Upgrade software. Develop a financial dashboard program, a quick way for department heads to track their budgets. Increase operating funds by $74,500 annually. Restore staff training funds to $25,000. Restore the supplies budget to $15,000. The Little Rock Zoo is expecting an influx of about $1.33 million this year, which will be used to add several positions and make other positions full time, something zoo Director Mike Blakely said are critical to maintaining the zoo’s accreditation. Overall the zoo will: Fill 17 vacant and new positions this year. Increase educational programs and outreach to schools. Spend $411,000 on deferred maintenance such as upgrades to animal housing. Spend $380,000 on supplies and contracts. The capital-improvement funds will be used in 2012 to update the bear and otter exhibits, improve the tiger exhibit for breeding and add a meerkat exhibit. Zoo officials plan to use future money for an Australian outback exhibit, a hippopotamus exhibit, a nocturnal exhibit and an Arkansas farm exhibit, as well as for new trains.

The Department of Neighborhood and Housing Programs oversees a multitude of city programs, from code enforcement to animal services.

Some projects planned in 2012 and 2013 include:

Hiring 20 new code-enforcement officers.

Hiring four new animalcontrol officers.

Spending $602,000 to upgrade and expand Animal Village, including adding an intake area for quarantining as well as a “communal cat area” where cats can play and where people can interact with them.

Spending $100,000 on the Land Bank, which will help the Land Bank buy, appraise and research potential properties.

The Department of Community Programs, which administers the Prevention, Intervention and Treatment programs through contracts with vendors who apply to offer the services advertised by the city, is expected to get about $3 million in additional funding annually. The Little Rock Board of Directors must first vote to release that funding and approve the department’s mission.

Department Director Dorothy Nayles said the department will develop a scorecard system so the board and residents can see the effectiveness of the programs and contractors. She said the new money will allow for more programs that will assist prisoners and youthful offenders to re-enter society, and more programs that will target at-risk youth as they reach adulthood.

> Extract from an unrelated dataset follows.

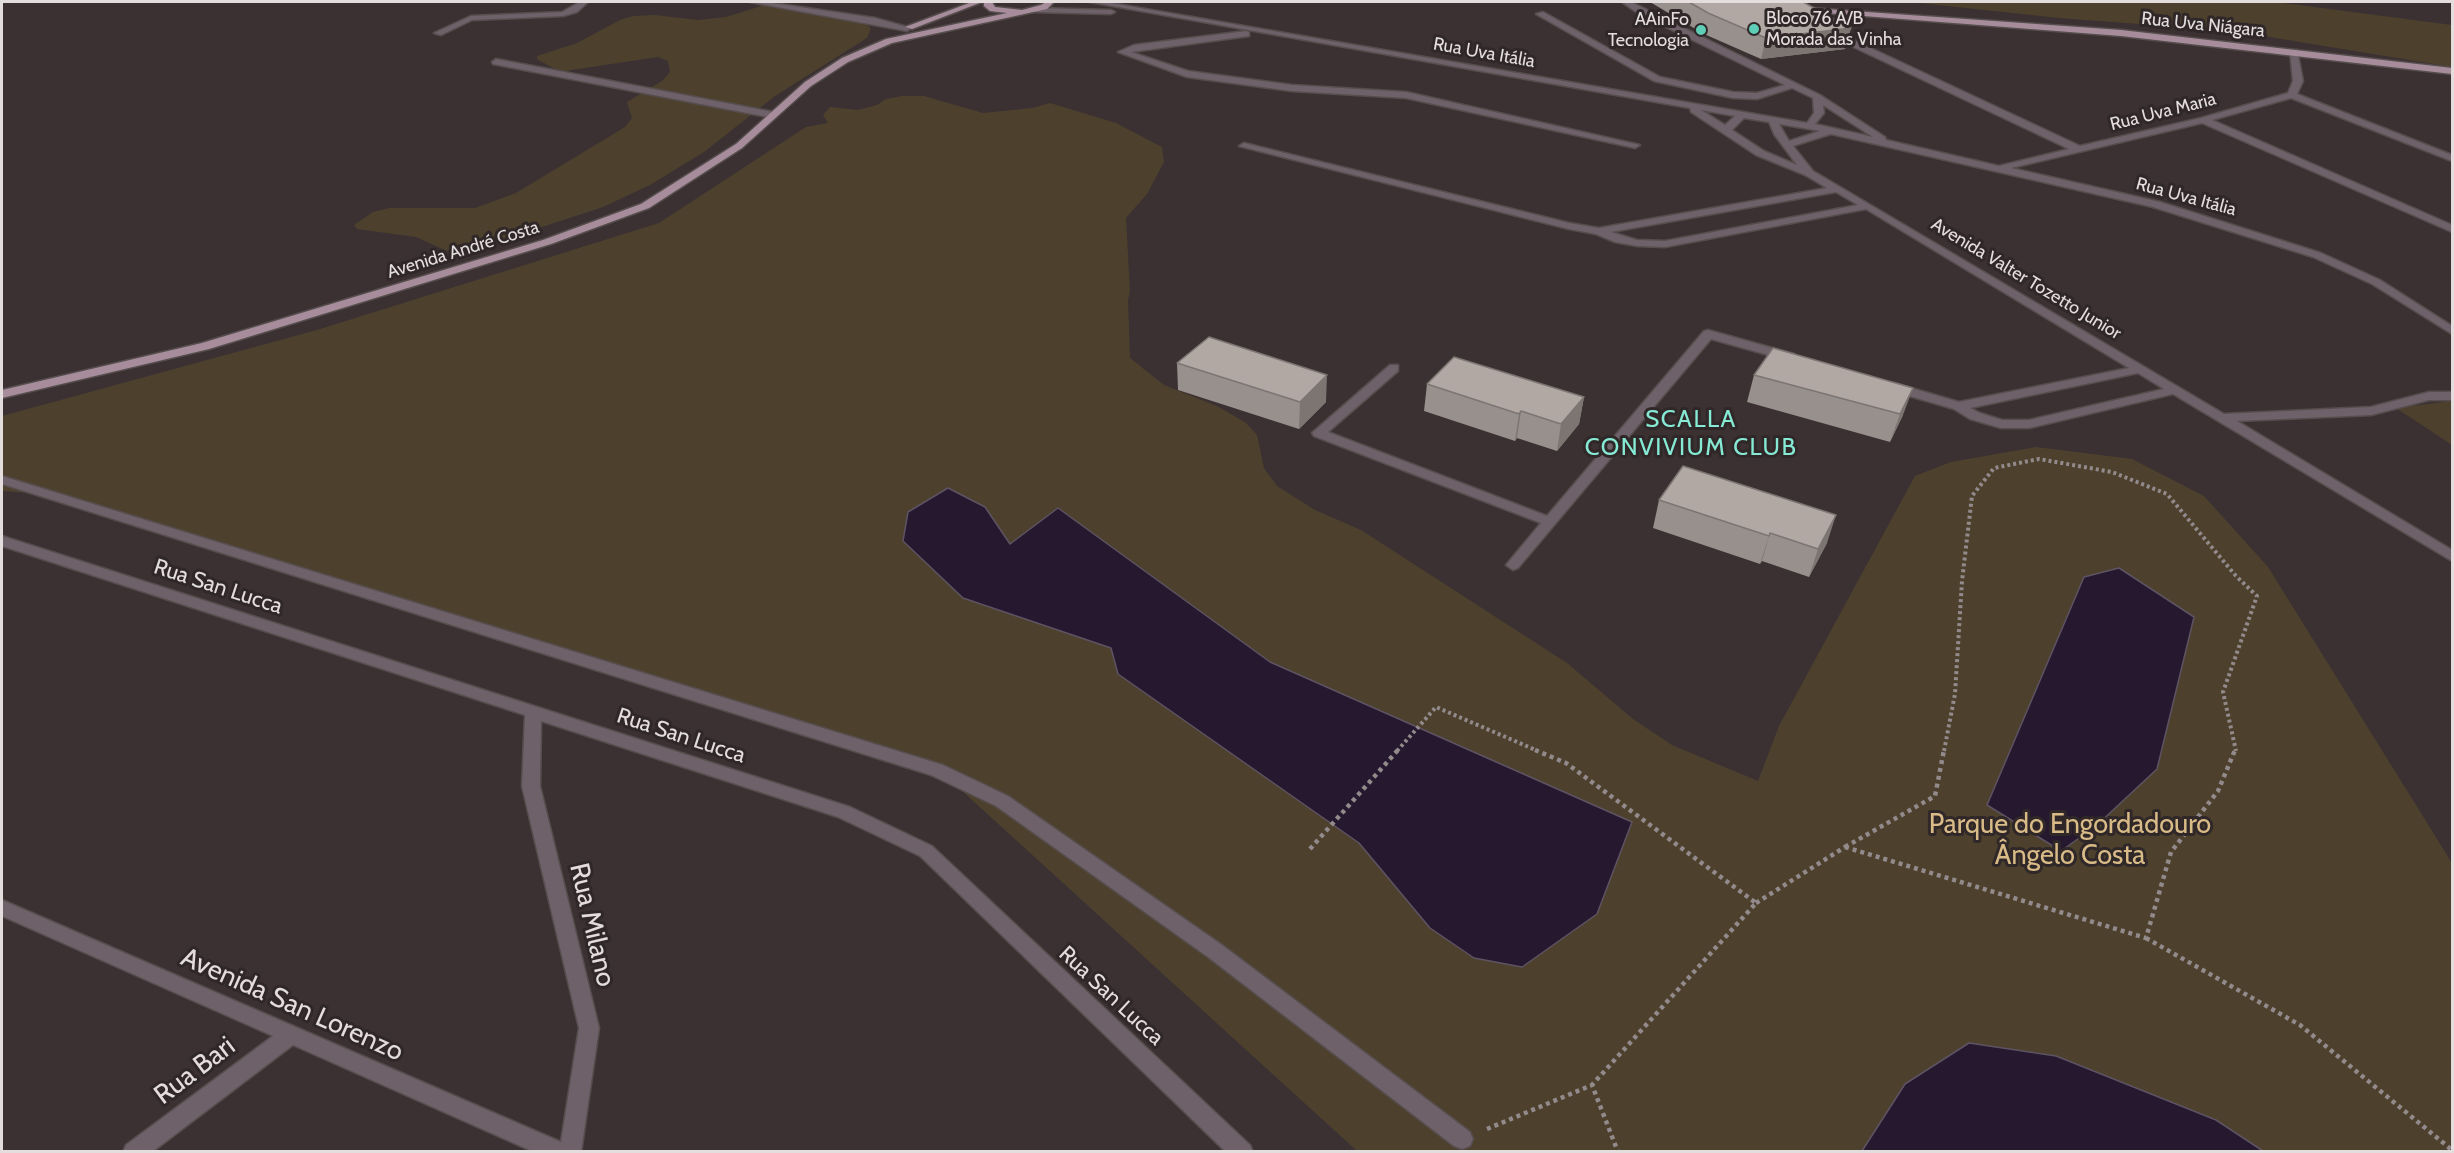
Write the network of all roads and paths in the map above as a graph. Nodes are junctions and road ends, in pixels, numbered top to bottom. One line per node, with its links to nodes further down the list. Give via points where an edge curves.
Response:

The Fleet Services Department will have about $1.6 million to replace vehicles across 12 city departments in the first year of the tax. That amount will grow to about $1.73 million annually through 2021.

The first cars purchased include Dodge Chargers for the Police Department. Some of the cars have arrived but have not been put into service.

Department director Wendell Jones said the city has not replaced any vehicles since 2008, making many of the vehicles in the more than 1,200-vehicle inventory well over the recommended replacement age.

The committee will hear from parks and recreation, fire and a few other departments at its June meeting.

Also, committee members asked for a breakdown of bidding policies and procedures as a primer in how the city awards money.